§ What the task requires
Please copy every line of the records below that holds the word "with".

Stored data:
---+---

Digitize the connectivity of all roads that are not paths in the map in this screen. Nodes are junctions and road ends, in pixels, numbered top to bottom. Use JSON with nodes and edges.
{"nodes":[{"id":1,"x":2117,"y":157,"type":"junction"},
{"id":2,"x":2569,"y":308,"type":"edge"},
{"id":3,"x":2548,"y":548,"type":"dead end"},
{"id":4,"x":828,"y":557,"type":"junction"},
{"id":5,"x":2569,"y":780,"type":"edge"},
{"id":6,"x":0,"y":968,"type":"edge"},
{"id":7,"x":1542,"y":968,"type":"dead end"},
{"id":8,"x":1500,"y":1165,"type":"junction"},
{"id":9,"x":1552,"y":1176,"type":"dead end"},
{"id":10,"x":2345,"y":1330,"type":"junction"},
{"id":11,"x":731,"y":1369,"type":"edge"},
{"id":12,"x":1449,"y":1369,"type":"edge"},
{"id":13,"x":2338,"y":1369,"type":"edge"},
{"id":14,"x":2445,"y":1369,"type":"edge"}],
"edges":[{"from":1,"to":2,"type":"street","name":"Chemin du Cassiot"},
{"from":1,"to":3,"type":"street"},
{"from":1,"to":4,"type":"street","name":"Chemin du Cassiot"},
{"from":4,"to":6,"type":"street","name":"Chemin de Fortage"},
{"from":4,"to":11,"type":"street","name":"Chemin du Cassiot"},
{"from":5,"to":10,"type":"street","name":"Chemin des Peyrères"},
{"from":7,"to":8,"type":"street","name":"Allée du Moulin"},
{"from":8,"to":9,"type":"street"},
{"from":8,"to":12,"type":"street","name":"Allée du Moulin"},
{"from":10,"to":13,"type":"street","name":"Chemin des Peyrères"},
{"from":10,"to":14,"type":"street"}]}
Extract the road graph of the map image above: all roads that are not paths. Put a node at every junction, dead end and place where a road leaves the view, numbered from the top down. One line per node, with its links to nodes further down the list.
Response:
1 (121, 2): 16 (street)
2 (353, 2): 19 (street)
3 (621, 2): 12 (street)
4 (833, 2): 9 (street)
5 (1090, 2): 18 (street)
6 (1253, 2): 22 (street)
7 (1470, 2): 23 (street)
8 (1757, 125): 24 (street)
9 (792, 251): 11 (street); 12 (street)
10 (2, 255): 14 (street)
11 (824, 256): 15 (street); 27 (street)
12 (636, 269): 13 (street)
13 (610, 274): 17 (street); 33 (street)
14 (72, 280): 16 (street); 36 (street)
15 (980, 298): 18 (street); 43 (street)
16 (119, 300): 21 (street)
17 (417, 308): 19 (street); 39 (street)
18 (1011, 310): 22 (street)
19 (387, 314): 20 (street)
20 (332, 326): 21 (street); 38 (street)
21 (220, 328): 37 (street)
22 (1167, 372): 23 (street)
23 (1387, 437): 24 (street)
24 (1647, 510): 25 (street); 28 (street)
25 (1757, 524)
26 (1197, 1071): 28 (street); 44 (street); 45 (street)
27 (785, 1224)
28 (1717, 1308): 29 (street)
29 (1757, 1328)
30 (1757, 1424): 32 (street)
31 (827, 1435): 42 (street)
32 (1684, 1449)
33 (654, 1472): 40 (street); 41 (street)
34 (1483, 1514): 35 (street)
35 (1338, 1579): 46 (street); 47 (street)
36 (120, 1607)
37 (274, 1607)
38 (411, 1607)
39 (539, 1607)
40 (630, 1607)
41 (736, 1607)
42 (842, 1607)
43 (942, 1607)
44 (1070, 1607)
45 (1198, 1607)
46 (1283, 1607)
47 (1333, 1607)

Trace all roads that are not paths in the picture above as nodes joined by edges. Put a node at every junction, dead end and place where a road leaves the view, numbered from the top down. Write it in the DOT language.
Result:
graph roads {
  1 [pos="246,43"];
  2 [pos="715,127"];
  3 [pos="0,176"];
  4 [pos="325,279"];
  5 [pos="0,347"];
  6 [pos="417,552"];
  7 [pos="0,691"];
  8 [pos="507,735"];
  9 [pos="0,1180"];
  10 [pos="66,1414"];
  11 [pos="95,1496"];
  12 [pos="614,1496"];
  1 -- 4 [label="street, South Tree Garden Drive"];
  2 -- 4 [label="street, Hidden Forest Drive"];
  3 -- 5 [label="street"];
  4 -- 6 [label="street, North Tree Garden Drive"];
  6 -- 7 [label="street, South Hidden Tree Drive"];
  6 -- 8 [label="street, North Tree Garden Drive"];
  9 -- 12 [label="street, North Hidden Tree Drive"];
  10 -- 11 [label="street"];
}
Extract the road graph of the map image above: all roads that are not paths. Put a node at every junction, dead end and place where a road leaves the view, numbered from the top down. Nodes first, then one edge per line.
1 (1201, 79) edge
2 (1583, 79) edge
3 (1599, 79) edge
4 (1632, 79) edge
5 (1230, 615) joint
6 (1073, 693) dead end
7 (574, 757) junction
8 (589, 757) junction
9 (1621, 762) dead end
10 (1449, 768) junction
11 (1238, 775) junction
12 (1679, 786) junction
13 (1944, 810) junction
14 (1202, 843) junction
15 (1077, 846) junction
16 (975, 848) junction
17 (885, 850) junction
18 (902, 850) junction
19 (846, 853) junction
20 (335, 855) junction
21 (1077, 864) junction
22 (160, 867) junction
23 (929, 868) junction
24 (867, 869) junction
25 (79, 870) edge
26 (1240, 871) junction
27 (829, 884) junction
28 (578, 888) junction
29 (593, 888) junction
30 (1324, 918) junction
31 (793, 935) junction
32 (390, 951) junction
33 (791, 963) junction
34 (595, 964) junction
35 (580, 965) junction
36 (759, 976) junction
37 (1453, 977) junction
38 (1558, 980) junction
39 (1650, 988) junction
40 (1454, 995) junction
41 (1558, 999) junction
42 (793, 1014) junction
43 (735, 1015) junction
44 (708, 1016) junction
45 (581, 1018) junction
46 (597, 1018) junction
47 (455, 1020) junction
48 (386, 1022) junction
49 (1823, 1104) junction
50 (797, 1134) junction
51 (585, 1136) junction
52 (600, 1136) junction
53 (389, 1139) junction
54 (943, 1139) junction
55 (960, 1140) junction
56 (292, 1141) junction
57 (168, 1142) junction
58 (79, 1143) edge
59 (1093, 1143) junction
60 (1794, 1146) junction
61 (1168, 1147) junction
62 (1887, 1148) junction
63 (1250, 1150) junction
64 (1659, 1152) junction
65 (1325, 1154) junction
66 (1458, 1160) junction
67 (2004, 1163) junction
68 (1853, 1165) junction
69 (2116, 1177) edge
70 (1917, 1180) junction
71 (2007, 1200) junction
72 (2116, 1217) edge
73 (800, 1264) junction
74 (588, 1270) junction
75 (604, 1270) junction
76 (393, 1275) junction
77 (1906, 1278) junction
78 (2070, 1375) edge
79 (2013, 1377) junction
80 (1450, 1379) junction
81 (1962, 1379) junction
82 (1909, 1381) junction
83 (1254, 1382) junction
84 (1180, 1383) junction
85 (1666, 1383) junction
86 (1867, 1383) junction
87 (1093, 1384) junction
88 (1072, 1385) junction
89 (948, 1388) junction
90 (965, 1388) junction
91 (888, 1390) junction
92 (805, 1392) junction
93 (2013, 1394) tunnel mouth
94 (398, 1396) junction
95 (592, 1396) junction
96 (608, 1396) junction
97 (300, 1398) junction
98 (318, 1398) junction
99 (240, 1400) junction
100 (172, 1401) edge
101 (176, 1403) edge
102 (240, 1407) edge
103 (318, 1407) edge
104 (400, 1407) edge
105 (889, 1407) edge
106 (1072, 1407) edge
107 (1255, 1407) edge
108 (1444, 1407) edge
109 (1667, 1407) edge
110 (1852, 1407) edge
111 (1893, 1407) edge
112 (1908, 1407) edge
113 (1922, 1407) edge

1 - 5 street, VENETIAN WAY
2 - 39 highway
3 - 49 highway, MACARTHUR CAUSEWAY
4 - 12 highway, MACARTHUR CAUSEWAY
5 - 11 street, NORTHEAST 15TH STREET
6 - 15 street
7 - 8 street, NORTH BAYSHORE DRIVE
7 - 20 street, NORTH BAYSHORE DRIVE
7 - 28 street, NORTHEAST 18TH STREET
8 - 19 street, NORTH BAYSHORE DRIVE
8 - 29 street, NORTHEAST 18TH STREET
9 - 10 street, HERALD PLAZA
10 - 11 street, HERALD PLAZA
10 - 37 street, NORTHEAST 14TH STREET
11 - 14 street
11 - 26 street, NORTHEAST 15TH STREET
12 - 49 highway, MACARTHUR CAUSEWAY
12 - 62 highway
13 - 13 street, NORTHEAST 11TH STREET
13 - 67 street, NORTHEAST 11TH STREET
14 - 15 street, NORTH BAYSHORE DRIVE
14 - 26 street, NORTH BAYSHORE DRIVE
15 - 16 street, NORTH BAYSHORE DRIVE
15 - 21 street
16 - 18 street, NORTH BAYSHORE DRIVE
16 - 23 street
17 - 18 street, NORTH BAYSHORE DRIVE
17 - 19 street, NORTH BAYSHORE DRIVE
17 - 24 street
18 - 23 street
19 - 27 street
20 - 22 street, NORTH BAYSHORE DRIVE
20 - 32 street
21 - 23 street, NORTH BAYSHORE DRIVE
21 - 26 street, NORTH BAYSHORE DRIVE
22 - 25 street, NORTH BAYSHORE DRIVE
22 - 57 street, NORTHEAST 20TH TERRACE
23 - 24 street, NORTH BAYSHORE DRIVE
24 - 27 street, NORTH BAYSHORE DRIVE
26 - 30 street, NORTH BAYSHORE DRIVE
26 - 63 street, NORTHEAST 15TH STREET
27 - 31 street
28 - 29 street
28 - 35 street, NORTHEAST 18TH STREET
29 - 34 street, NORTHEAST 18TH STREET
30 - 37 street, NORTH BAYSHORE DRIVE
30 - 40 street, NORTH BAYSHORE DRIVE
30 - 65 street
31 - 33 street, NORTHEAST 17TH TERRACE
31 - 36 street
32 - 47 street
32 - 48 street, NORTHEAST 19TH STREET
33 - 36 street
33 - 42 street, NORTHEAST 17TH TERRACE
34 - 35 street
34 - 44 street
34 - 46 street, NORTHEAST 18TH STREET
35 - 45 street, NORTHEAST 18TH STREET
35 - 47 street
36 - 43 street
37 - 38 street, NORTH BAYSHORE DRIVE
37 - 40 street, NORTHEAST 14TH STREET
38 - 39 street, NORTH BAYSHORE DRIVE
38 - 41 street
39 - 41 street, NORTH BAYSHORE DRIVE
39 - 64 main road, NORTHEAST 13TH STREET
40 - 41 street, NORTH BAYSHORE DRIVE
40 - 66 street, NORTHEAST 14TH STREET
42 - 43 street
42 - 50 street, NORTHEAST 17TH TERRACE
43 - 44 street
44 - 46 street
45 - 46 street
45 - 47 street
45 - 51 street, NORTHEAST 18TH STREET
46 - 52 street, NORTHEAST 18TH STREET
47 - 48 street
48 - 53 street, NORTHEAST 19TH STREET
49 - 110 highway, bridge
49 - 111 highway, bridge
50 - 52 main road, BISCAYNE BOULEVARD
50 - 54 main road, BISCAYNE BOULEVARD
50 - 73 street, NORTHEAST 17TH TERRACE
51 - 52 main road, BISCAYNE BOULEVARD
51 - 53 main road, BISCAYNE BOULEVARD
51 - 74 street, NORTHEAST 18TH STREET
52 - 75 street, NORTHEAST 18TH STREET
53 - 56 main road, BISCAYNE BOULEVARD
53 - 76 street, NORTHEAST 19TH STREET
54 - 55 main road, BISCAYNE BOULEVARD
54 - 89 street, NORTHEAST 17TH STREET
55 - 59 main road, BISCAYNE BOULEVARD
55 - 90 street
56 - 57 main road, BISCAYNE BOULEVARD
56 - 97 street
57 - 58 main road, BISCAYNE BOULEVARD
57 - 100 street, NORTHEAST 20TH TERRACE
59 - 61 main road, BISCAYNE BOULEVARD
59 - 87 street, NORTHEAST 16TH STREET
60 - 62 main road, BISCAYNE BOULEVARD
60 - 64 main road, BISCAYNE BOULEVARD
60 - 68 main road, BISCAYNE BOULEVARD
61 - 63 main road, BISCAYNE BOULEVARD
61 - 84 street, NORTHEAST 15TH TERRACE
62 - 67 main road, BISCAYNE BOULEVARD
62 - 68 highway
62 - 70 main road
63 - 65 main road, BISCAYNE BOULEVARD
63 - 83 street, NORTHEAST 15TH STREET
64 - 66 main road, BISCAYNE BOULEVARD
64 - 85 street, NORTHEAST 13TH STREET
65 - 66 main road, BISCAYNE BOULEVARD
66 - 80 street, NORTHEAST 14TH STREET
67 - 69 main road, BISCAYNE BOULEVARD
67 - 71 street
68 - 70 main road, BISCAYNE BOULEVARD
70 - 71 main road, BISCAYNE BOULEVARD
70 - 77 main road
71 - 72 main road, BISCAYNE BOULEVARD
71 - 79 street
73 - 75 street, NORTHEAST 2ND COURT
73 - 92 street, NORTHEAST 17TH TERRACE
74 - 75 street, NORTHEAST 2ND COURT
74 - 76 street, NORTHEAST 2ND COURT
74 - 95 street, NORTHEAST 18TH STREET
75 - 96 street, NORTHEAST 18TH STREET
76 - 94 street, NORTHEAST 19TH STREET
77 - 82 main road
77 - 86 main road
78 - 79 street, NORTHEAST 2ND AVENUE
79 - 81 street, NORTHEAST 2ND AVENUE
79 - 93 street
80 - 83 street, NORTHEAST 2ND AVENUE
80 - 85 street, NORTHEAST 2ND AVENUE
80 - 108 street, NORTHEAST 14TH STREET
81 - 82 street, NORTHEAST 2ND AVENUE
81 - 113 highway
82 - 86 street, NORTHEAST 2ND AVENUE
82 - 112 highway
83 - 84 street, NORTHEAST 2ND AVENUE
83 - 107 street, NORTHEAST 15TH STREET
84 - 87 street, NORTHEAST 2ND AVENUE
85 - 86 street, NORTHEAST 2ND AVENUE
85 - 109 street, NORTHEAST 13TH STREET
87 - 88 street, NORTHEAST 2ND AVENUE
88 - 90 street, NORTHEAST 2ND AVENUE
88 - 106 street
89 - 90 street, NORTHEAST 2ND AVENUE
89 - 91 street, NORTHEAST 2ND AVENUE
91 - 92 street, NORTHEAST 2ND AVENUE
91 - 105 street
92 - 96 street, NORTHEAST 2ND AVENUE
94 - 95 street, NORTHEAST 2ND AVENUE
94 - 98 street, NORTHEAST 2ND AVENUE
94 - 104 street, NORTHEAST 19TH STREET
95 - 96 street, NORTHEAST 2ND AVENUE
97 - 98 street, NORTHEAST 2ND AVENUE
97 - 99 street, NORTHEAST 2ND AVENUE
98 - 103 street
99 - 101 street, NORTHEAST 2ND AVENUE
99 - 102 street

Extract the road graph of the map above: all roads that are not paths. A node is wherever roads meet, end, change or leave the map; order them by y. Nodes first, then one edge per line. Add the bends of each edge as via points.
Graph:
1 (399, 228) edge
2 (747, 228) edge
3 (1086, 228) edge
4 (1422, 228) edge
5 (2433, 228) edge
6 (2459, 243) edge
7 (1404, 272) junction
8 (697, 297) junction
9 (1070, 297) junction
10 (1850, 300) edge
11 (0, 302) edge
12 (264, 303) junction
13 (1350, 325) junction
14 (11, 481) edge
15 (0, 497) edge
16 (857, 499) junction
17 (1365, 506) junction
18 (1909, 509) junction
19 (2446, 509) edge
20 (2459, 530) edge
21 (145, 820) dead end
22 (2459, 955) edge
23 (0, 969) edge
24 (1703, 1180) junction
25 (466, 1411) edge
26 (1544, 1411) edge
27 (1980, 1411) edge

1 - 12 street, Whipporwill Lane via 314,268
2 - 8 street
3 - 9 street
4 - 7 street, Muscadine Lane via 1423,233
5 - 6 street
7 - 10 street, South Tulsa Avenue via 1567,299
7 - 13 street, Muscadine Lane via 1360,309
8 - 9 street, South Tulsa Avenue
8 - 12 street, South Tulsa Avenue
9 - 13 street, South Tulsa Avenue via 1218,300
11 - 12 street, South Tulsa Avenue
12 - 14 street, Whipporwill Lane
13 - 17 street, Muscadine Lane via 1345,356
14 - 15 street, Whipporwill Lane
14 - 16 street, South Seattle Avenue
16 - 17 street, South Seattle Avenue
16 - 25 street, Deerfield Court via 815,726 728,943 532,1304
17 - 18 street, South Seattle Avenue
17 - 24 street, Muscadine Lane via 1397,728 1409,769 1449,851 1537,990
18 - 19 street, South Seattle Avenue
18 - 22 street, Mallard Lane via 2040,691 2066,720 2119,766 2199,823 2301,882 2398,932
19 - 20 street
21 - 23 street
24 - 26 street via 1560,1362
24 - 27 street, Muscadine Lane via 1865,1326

---+---

§ Answer for the task
Digitize the connectivity of all roads that are not paths in the map in this screen. Nodes are junctions and road ends, in pixels, numbered top to bottom. Use JSON with nodes and edges.
Extract the road graph of the map image above: all roads that are not paths. Put a node at every junction, dead end and place where a road leaves the view, numbered from the top down. One line per node, with its links to nodes further down the list.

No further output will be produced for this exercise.